Task brief: What you write must be the listing below in full, word for word, minus its pictures.

------------------------

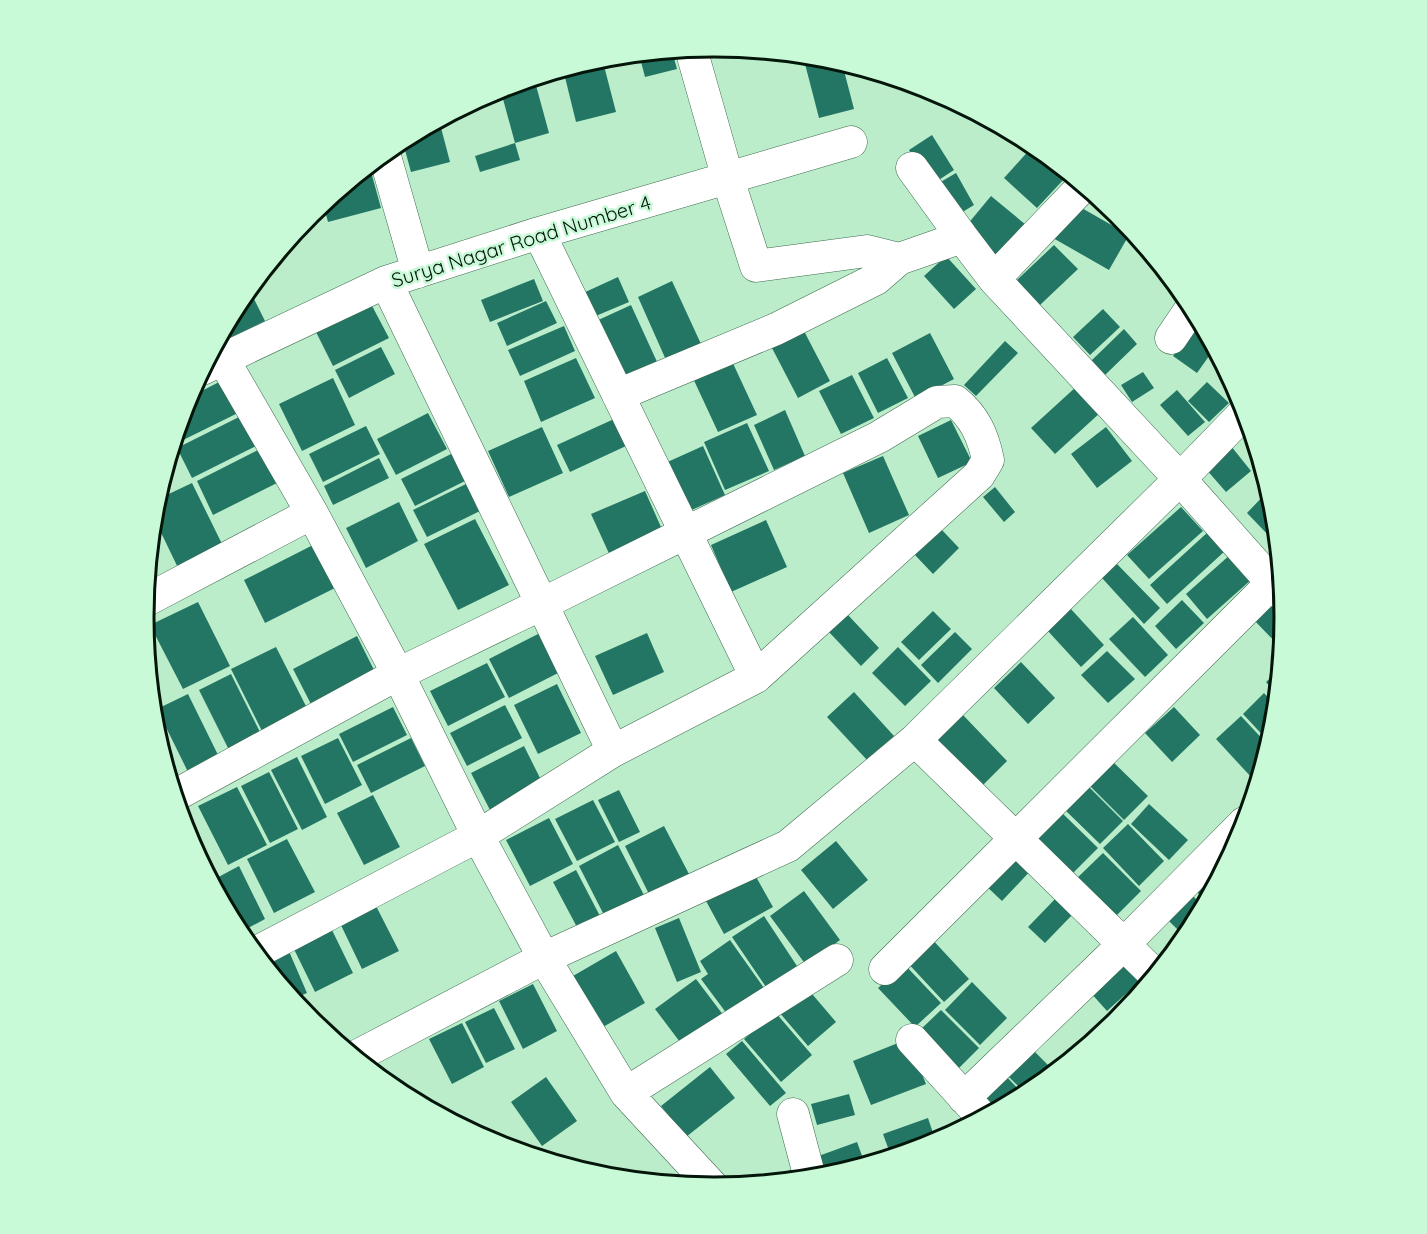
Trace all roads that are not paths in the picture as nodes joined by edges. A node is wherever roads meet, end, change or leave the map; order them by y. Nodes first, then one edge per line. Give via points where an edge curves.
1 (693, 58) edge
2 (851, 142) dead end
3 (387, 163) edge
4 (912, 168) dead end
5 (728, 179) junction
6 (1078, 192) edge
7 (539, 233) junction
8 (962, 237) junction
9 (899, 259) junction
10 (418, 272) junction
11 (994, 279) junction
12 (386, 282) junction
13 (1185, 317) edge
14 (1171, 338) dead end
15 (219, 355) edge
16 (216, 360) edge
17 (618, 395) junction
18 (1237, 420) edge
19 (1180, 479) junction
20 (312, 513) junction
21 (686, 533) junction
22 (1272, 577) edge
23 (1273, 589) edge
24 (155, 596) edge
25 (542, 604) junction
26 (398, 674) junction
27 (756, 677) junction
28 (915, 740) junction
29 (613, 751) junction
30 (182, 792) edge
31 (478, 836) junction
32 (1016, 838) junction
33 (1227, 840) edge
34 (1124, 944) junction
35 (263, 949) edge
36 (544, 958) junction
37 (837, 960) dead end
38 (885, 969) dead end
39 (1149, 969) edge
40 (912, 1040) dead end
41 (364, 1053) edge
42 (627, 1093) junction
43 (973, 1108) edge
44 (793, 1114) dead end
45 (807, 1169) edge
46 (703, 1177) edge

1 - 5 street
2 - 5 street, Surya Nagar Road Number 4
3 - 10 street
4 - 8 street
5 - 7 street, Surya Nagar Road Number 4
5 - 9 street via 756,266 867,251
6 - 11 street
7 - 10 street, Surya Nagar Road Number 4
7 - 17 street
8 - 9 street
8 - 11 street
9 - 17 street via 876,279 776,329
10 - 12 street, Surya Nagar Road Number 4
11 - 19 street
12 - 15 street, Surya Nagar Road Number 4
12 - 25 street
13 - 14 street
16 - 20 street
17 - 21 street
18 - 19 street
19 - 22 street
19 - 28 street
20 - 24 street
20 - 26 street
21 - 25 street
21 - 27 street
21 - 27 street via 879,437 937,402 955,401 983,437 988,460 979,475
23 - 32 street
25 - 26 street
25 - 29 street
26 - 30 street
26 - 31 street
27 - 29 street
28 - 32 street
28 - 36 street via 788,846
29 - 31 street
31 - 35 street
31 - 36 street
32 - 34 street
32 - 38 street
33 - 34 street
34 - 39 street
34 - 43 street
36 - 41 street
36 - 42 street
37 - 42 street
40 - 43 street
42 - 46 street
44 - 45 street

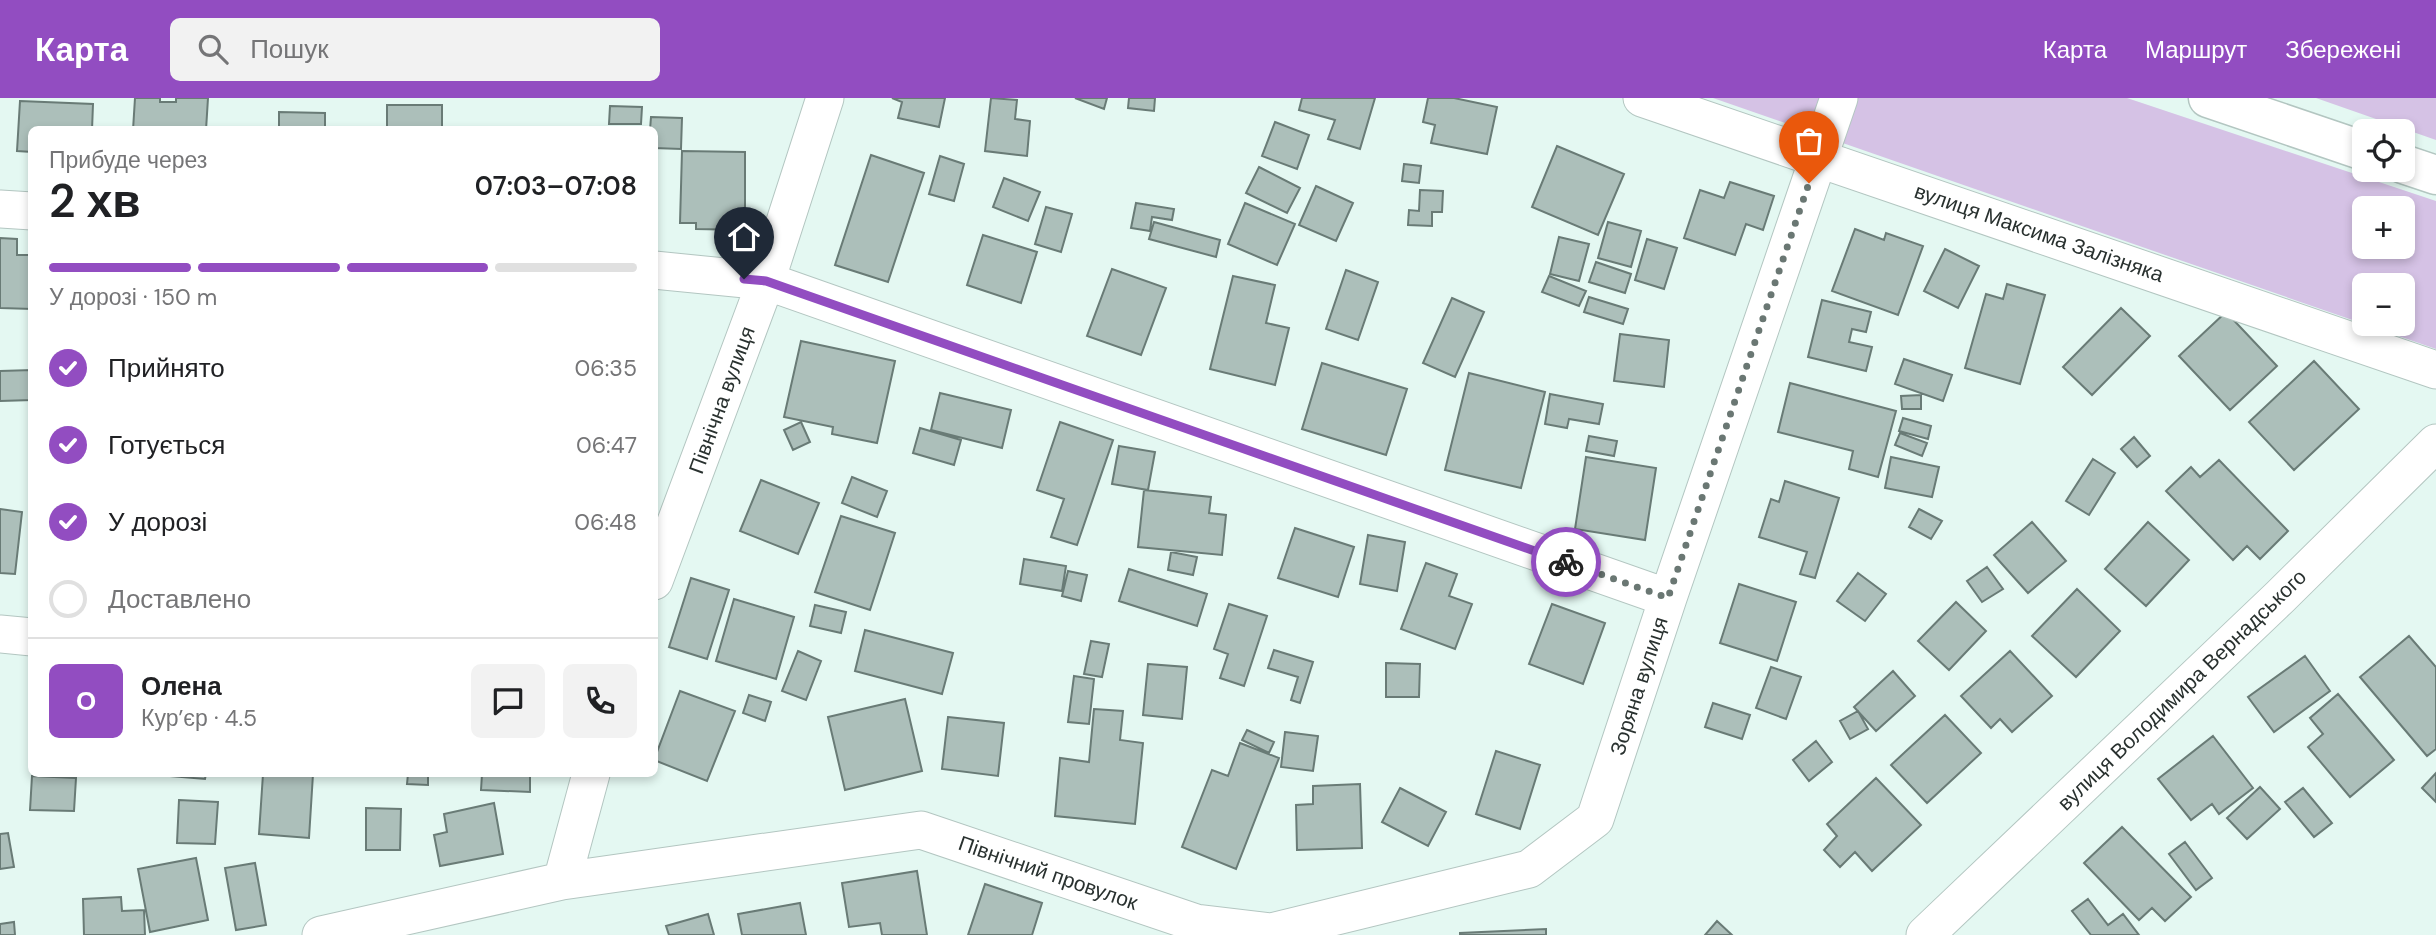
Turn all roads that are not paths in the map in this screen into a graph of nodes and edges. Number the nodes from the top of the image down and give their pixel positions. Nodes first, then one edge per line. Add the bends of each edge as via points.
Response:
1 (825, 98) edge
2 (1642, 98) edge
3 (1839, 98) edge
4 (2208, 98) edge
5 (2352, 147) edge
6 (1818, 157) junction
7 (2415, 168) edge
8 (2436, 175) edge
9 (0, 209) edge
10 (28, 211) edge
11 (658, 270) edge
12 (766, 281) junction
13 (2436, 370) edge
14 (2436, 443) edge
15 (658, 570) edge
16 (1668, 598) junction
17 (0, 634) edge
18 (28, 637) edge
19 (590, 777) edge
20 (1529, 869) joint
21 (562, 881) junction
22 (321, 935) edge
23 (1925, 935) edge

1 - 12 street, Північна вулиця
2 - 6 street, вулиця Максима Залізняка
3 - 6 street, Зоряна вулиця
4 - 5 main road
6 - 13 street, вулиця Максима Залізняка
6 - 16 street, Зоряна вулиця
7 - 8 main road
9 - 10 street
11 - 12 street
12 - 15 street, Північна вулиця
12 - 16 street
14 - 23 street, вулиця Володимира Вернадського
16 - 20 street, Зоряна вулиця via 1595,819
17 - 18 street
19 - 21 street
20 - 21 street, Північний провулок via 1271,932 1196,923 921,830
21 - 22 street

------------------------

Worked solution:
Trace all roads that are not paths in the picture as nodes joined by edges. A node is wherever roads meet, end, change or leave the map; order them by y. Nodes first, then one edge per line. Give via points where an edge curves.
1 (693, 58) edge
2 (851, 142) dead end
3 (387, 163) edge
4 (912, 168) dead end
5 (728, 179) junction
6 (1078, 192) edge
7 (539, 233) junction
8 (962, 237) junction
9 (899, 259) junction
10 (418, 272) junction
11 (994, 279) junction
12 (386, 282) junction
13 (1185, 317) edge
14 (1171, 338) dead end
15 (219, 355) edge
16 (216, 360) edge
17 (618, 395) junction
18 (1237, 420) edge
19 (1180, 479) junction
20 (312, 513) junction
21 (686, 533) junction
22 (1272, 577) edge
23 (1273, 589) edge
24 (155, 596) edge
25 (542, 604) junction
26 (398, 674) junction
27 (756, 677) junction
28 (915, 740) junction
29 (613, 751) junction
30 (182, 792) edge
31 (478, 836) junction
32 (1016, 838) junction
33 (1227, 840) edge
34 (1124, 944) junction
35 (263, 949) edge
36 (544, 958) junction
37 (837, 960) dead end
38 (885, 969) dead end
39 (1149, 969) edge
40 (912, 1040) dead end
41 (364, 1053) edge
42 (627, 1093) junction
43 (973, 1108) edge
44 (793, 1114) dead end
45 (807, 1169) edge
46 (703, 1177) edge

1 - 5 street
2 - 5 street, Surya Nagar Road Number 4
3 - 10 street
4 - 8 street
5 - 7 street, Surya Nagar Road Number 4
5 - 9 street via 756,266 867,251
6 - 11 street
7 - 10 street, Surya Nagar Road Number 4
7 - 17 street
8 - 9 street
8 - 11 street
9 - 17 street via 876,279 776,329
10 - 12 street, Surya Nagar Road Number 4
11 - 19 street
12 - 15 street, Surya Nagar Road Number 4
12 - 25 street
13 - 14 street
16 - 20 street
17 - 21 street
18 - 19 street
19 - 22 street
19 - 28 street
20 - 24 street
20 - 26 street
21 - 25 street
21 - 27 street
21 - 27 street via 879,437 937,402 955,401 983,437 988,460 979,475
23 - 32 street
25 - 26 street
25 - 29 street
26 - 30 street
26 - 31 street
27 - 29 street
28 - 32 street
28 - 36 street via 788,846
29 - 31 street
31 - 35 street
31 - 36 street
32 - 34 street
32 - 38 street
33 - 34 street
34 - 39 street
34 - 43 street
36 - 41 street
36 - 42 street
37 - 42 street
40 - 43 street
42 - 46 street
44 - 45 street

Turn all roads that are not paths in the map in this screen into a graph of nodes and edges. Number the nodes from the top of the image down and give their pixel positions. Nodes first, then one edge per line. Add the bends of each edge as via points.
Response:
1 (825, 98) edge
2 (1642, 98) edge
3 (1839, 98) edge
4 (2208, 98) edge
5 (2352, 147) edge
6 (1818, 157) junction
7 (2415, 168) edge
8 (2436, 175) edge
9 (0, 209) edge
10 (28, 211) edge
11 (658, 270) edge
12 (766, 281) junction
13 (2436, 370) edge
14 (2436, 443) edge
15 (658, 570) edge
16 (1668, 598) junction
17 (0, 634) edge
18 (28, 637) edge
19 (590, 777) edge
20 (1529, 869) joint
21 (562, 881) junction
22 (321, 935) edge
23 (1925, 935) edge

1 - 12 street, Північна вулиця
2 - 6 street, вулиця Максима Залізняка
3 - 6 street, Зоряна вулиця
4 - 5 main road
6 - 13 street, вулиця Максима Залізняка
6 - 16 street, Зоряна вулиця
7 - 8 main road
9 - 10 street
11 - 12 street
12 - 15 street, Північна вулиця
12 - 16 street
14 - 23 street, вулиця Володимира Вернадського
16 - 20 street, Зоряна вулиця via 1595,819
17 - 18 street
19 - 21 street
20 - 21 street, Північний провулок via 1271,932 1196,923 921,830
21 - 22 street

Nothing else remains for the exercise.